** Requirement **
Print the records below exactly, leaving out nothing.

=== Section Start ===

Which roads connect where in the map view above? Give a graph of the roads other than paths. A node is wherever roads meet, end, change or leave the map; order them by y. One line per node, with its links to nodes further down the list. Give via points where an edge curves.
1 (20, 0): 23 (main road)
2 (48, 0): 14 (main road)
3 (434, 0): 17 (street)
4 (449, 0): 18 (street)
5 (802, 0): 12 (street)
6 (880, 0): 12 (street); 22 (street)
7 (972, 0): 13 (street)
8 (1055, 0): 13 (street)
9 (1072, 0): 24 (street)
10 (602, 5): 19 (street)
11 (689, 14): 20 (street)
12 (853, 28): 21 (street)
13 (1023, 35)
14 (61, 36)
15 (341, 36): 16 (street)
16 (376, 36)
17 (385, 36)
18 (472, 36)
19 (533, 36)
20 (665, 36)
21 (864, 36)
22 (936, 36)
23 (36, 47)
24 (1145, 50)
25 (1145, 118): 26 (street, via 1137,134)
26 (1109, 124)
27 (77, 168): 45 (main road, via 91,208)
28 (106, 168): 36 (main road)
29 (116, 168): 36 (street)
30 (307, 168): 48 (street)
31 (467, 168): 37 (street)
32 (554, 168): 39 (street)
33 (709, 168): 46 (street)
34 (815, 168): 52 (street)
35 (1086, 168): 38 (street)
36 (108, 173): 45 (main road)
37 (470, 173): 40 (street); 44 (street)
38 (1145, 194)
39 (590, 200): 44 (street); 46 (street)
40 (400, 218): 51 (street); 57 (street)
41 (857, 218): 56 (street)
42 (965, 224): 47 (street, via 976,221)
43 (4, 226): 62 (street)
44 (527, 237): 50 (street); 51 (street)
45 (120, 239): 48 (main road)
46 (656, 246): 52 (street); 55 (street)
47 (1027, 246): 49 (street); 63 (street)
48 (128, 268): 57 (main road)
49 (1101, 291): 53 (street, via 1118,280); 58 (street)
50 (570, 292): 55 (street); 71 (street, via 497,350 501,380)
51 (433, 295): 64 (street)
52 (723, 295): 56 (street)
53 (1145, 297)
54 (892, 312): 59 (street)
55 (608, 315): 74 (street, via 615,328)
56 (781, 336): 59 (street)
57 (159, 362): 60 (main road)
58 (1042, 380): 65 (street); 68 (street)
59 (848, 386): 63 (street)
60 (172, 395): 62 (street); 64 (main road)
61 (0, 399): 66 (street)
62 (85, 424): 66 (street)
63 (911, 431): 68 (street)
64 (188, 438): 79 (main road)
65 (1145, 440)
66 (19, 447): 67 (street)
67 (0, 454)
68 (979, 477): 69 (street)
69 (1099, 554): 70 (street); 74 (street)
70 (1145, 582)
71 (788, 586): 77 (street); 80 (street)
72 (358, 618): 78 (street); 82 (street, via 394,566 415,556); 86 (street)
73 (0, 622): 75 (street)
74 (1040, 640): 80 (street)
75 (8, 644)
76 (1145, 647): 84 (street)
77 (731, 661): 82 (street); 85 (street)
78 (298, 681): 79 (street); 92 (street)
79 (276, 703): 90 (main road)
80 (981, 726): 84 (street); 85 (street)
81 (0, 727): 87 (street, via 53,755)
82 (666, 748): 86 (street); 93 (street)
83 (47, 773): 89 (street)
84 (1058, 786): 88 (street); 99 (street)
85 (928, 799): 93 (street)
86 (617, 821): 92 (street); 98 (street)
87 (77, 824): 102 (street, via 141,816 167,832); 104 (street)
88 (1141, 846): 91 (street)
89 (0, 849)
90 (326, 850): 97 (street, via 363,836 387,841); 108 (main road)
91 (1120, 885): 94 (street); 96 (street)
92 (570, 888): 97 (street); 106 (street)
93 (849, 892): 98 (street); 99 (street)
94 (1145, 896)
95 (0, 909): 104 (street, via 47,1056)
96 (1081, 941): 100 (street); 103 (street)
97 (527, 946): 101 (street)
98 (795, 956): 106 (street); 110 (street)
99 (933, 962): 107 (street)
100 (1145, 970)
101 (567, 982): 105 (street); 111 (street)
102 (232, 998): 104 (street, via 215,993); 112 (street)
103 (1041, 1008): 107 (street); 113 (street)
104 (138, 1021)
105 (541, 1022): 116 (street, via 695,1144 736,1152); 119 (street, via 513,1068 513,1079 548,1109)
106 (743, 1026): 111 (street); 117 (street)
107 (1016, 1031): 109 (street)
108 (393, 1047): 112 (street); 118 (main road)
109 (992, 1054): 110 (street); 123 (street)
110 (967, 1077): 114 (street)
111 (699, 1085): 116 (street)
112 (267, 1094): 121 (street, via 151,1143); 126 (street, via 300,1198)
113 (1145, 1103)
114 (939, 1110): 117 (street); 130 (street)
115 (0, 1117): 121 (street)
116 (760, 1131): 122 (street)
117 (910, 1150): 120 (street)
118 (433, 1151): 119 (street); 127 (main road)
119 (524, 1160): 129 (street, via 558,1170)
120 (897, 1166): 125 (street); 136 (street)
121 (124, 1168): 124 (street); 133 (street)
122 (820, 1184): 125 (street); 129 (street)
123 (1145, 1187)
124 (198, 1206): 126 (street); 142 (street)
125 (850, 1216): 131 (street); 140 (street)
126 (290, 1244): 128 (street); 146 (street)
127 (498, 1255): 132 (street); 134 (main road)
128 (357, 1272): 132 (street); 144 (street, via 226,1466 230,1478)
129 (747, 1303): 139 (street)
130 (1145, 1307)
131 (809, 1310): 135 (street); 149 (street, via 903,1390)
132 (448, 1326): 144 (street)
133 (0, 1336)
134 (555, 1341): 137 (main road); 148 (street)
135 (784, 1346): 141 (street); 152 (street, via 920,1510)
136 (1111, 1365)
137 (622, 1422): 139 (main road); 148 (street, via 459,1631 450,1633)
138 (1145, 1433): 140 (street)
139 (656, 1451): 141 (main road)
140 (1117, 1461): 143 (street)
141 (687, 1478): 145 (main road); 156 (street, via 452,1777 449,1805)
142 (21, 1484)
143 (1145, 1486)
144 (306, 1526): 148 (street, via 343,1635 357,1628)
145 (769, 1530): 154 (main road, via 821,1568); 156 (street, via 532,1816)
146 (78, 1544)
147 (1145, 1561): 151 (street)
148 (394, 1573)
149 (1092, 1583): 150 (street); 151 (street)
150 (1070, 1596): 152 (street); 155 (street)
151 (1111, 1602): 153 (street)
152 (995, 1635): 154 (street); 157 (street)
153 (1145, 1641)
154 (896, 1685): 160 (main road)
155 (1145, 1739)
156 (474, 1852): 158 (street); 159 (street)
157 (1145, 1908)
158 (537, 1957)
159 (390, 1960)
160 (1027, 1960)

=== Section End ===

** Task result **
Which roads connect where in the map view above? Give a graph of the roads other than paths. A node is wherever roads meet, end, change or leave the map; order them by y. One line per node, with its links to nodes further down the list. Give via points where an edge curves.
1 (20, 0): 23 (main road)
2 (48, 0): 14 (main road)
3 (434, 0): 17 (street)
4 (449, 0): 18 (street)
5 (802, 0): 12 (street)
6 (880, 0): 12 (street); 22 (street)
7 (972, 0): 13 (street)
8 (1055, 0): 13 (street)
9 (1072, 0): 24 (street)
10 (602, 5): 19 (street)
11 (689, 14): 20 (street)
12 (853, 28): 21 (street)
13 (1023, 35)
14 (61, 36)
15 (341, 36): 16 (street)
16 (376, 36)
17 (385, 36)
18 (472, 36)
19 (533, 36)
20 (665, 36)
21 (864, 36)
22 (936, 36)
23 (36, 47)
24 (1145, 50)
25 (1145, 118): 26 (street, via 1137,134)
26 (1109, 124)
27 (77, 168): 45 (main road, via 91,208)
28 (106, 168): 36 (main road)
29 (116, 168): 36 (street)
30 (307, 168): 48 (street)
31 (467, 168): 37 (street)
32 (554, 168): 39 (street)
33 (709, 168): 46 (street)
34 (815, 168): 52 (street)
35 (1086, 168): 38 (street)
36 (108, 173): 45 (main road)
37 (470, 173): 40 (street); 44 (street)
38 (1145, 194)
39 (590, 200): 44 (street); 46 (street)
40 (400, 218): 51 (street); 57 (street)
41 (857, 218): 56 (street)
42 (965, 224): 47 (street, via 976,221)
43 (4, 226): 62 (street)
44 (527, 237): 50 (street); 51 (street)
45 (120, 239): 48 (main road)
46 (656, 246): 52 (street); 55 (street)
47 (1027, 246): 49 (street); 63 (street)
48 (128, 268): 57 (main road)
49 (1101, 291): 53 (street, via 1118,280); 58 (street)
50 (570, 292): 55 (street); 71 (street, via 497,350 501,380)
51 (433, 295): 64 (street)
52 (723, 295): 56 (street)
53 (1145, 297)
54 (892, 312): 59 (street)
55 (608, 315): 74 (street, via 615,328)
56 (781, 336): 59 (street)
57 (159, 362): 60 (main road)
58 (1042, 380): 65 (street); 68 (street)
59 (848, 386): 63 (street)
60 (172, 395): 62 (street); 64 (main road)
61 (0, 399): 66 (street)
62 (85, 424): 66 (street)
63 (911, 431): 68 (street)
64 (188, 438): 79 (main road)
65 (1145, 440)
66 (19, 447): 67 (street)
67 (0, 454)
68 (979, 477): 69 (street)
69 (1099, 554): 70 (street); 74 (street)
70 (1145, 582)
71 (788, 586): 77 (street); 80 (street)
72 (358, 618): 78 (street); 82 (street, via 394,566 415,556); 86 (street)
73 (0, 622): 75 (street)
74 (1040, 640): 80 (street)
75 (8, 644)
76 (1145, 647): 84 (street)
77 (731, 661): 82 (street); 85 (street)
78 (298, 681): 79 (street); 92 (street)
79 (276, 703): 90 (main road)
80 (981, 726): 84 (street); 85 (street)
81 (0, 727): 87 (street, via 53,755)
82 (666, 748): 86 (street); 93 (street)
83 (47, 773): 89 (street)
84 (1058, 786): 88 (street); 99 (street)
85 (928, 799): 93 (street)
86 (617, 821): 92 (street); 98 (street)
87 (77, 824): 102 (street, via 141,816 167,832); 104 (street)
88 (1141, 846): 91 (street)
89 (0, 849)
90 (326, 850): 97 (street, via 363,836 387,841); 108 (main road)
91 (1120, 885): 94 (street); 96 (street)
92 (570, 888): 97 (street); 106 (street)
93 (849, 892): 98 (street); 99 (street)
94 (1145, 896)
95 (0, 909): 104 (street, via 47,1056)
96 (1081, 941): 100 (street); 103 (street)
97 (527, 946): 101 (street)
98 (795, 956): 106 (street); 110 (street)
99 (933, 962): 107 (street)
100 (1145, 970)
101 (567, 982): 105 (street); 111 (street)
102 (232, 998): 104 (street, via 215,993); 112 (street)
103 (1041, 1008): 107 (street); 113 (street)
104 (138, 1021)
105 (541, 1022): 116 (street, via 695,1144 736,1152); 119 (street, via 513,1068 513,1079 548,1109)
106 (743, 1026): 111 (street); 117 (street)
107 (1016, 1031): 109 (street)
108 (393, 1047): 112 (street); 118 (main road)
109 (992, 1054): 110 (street); 123 (street)
110 (967, 1077): 114 (street)
111 (699, 1085): 116 (street)
112 (267, 1094): 121 (street, via 151,1143); 126 (street, via 300,1198)
113 (1145, 1103)
114 (939, 1110): 117 (street); 130 (street)
115 (0, 1117): 121 (street)
116 (760, 1131): 122 (street)
117 (910, 1150): 120 (street)
118 (433, 1151): 119 (street); 127 (main road)
119 (524, 1160): 129 (street, via 558,1170)
120 (897, 1166): 125 (street); 136 (street)
121 (124, 1168): 124 (street); 133 (street)
122 (820, 1184): 125 (street); 129 (street)
123 (1145, 1187)
124 (198, 1206): 126 (street); 142 (street)
125 (850, 1216): 131 (street); 140 (street)
126 (290, 1244): 128 (street); 146 (street)
127 (498, 1255): 132 (street); 134 (main road)
128 (357, 1272): 132 (street); 144 (street, via 226,1466 230,1478)
129 (747, 1303): 139 (street)
130 (1145, 1307)
131 (809, 1310): 135 (street); 149 (street, via 903,1390)
132 (448, 1326): 144 (street)
133 (0, 1336)
134 (555, 1341): 137 (main road); 148 (street)
135 (784, 1346): 141 (street); 152 (street, via 920,1510)
136 (1111, 1365)
137 (622, 1422): 139 (main road); 148 (street, via 459,1631 450,1633)
138 (1145, 1433): 140 (street)
139 (656, 1451): 141 (main road)
140 (1117, 1461): 143 (street)
141 (687, 1478): 145 (main road); 156 (street, via 452,1777 449,1805)
142 (21, 1484)
143 (1145, 1486)
144 (306, 1526): 148 (street, via 343,1635 357,1628)
145 (769, 1530): 154 (main road, via 821,1568); 156 (street, via 532,1816)
146 (78, 1544)
147 (1145, 1561): 151 (street)
148 (394, 1573)
149 (1092, 1583): 150 (street); 151 (street)
150 (1070, 1596): 152 (street); 155 (street)
151 (1111, 1602): 153 (street)
152 (995, 1635): 154 (street); 157 (street)
153 (1145, 1641)
154 (896, 1685): 160 (main road)
155 (1145, 1739)
156 (474, 1852): 158 (street); 159 (street)
157 (1145, 1908)
158 (537, 1957)
159 (390, 1960)
160 (1027, 1960)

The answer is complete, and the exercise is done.